The House of Representatives leaders—namely Speaker John Boehner (R., Ohio) and Minority Leader Nancy Pelosi (D., Calif.,)-- named their Farm Bill Conference Committee members who will try to reconcile differences between the House and Senate versions.
The House conferees include 17 Republicans and 12 Democrats, including 21 from the House Agriculture committee, reports Agri-Pulse.
The Senate had already named its conferees on August 1. The biggest difference to be resolved will be cuts to the Supplemental Nutrition Assistance Program (food stamps). The Senate approved $4 billion in cuts while the House approved $40 billion.
For dairy, the Senate approved a voluntary dairy margin insurance program that would require dairy farmers who sign up to curtail production when margins shrink to certain levels. The House passed a margin insurance program without the market stabilization program. Each version passed their respective Houses by more than 2:1 margins, so reconciliation could prove difficulte.
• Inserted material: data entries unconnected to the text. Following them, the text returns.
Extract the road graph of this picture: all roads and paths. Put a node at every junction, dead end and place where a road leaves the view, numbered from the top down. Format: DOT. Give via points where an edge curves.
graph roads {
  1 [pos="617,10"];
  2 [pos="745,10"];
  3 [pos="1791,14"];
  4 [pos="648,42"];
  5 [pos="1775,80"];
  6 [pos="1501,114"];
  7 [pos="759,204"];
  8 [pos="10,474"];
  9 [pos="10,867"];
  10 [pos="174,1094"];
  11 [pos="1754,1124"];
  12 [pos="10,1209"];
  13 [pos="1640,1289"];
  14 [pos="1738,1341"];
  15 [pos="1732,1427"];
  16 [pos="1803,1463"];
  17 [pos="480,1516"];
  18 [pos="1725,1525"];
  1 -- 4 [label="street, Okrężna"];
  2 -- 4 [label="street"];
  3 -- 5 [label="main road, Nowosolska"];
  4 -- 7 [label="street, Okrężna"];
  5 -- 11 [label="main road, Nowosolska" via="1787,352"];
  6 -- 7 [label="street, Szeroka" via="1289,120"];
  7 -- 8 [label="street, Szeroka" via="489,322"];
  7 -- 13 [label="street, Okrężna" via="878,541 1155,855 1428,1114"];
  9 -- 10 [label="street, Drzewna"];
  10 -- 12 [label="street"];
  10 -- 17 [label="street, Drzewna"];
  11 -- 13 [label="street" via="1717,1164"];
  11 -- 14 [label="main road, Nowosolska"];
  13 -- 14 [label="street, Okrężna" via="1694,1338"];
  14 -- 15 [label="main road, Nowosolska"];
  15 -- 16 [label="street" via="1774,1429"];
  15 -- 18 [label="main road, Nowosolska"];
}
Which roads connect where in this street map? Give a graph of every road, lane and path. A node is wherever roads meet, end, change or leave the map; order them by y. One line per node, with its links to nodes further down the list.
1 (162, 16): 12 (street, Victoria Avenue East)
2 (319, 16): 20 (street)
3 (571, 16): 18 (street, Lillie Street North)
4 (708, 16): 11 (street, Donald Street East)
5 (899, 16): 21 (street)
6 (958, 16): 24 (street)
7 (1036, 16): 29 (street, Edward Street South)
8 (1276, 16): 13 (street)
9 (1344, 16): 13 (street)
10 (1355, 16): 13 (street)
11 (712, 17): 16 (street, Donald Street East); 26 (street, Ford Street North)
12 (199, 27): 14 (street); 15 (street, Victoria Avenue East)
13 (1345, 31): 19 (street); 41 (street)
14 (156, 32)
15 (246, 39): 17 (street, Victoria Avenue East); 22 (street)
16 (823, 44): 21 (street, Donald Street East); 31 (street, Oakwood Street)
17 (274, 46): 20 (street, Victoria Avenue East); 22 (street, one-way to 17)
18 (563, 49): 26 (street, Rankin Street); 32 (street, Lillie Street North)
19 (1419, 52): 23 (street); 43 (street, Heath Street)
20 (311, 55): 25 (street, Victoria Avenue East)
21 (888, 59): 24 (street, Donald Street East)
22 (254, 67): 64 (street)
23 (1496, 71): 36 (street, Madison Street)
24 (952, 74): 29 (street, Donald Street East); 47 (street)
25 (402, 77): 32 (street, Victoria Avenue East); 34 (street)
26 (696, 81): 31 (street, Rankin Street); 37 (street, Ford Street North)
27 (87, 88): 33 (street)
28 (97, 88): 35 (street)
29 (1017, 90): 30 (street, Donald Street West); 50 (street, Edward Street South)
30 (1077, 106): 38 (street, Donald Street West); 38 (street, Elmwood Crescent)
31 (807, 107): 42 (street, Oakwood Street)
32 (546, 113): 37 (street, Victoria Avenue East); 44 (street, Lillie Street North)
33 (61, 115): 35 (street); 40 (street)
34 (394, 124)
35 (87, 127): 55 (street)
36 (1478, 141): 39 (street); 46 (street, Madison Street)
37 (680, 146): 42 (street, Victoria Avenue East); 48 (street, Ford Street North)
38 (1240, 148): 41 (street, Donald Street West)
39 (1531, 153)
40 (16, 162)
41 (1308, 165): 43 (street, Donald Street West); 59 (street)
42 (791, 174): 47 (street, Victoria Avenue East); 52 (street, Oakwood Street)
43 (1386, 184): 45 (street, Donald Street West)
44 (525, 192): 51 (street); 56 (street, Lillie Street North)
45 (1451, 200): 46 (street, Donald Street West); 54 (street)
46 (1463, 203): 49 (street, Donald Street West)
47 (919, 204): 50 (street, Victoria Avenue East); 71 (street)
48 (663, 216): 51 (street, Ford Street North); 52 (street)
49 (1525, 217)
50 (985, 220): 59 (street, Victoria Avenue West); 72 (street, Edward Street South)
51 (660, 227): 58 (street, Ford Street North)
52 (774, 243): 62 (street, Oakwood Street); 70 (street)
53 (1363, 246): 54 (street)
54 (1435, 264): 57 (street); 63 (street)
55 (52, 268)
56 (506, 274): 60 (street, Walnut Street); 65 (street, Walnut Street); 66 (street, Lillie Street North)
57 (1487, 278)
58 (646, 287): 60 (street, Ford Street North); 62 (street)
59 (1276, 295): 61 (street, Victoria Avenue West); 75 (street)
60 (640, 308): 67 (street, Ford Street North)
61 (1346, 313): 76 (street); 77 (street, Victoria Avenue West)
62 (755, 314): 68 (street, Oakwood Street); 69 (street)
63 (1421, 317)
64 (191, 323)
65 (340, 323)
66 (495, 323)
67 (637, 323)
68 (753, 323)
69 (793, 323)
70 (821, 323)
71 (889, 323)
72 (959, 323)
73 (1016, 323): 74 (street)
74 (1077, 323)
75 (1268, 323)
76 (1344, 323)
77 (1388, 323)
"We commend the leadership of the House of Representatives for taking the next crucial step towards completing a new farm bill, and creating a new and better safety net for dairy farmers," says Jim Mulhern, Chief Operating Officer of the National Milk Producers Federation.
"NMPF will be working in the coming days to remind both the Senate and House conferees of the importance of a balanced and cost-effective dairy program. The Senate’s bipartisan Dairy Security Act is the only program designed to both help farmers when they need it most, while also limiting taxpayers’ liability through its market stabilization mechanism. Without the market stabilization program, farmers will continue to suffer prolonged periods of poor margins, while taxpayers will subsidize artificially-low milk prices."
But proponents of the House version note that the Congressional budget office has scored it as costing less than the Dairy Security Act, which charges farmers less for the margin insurance.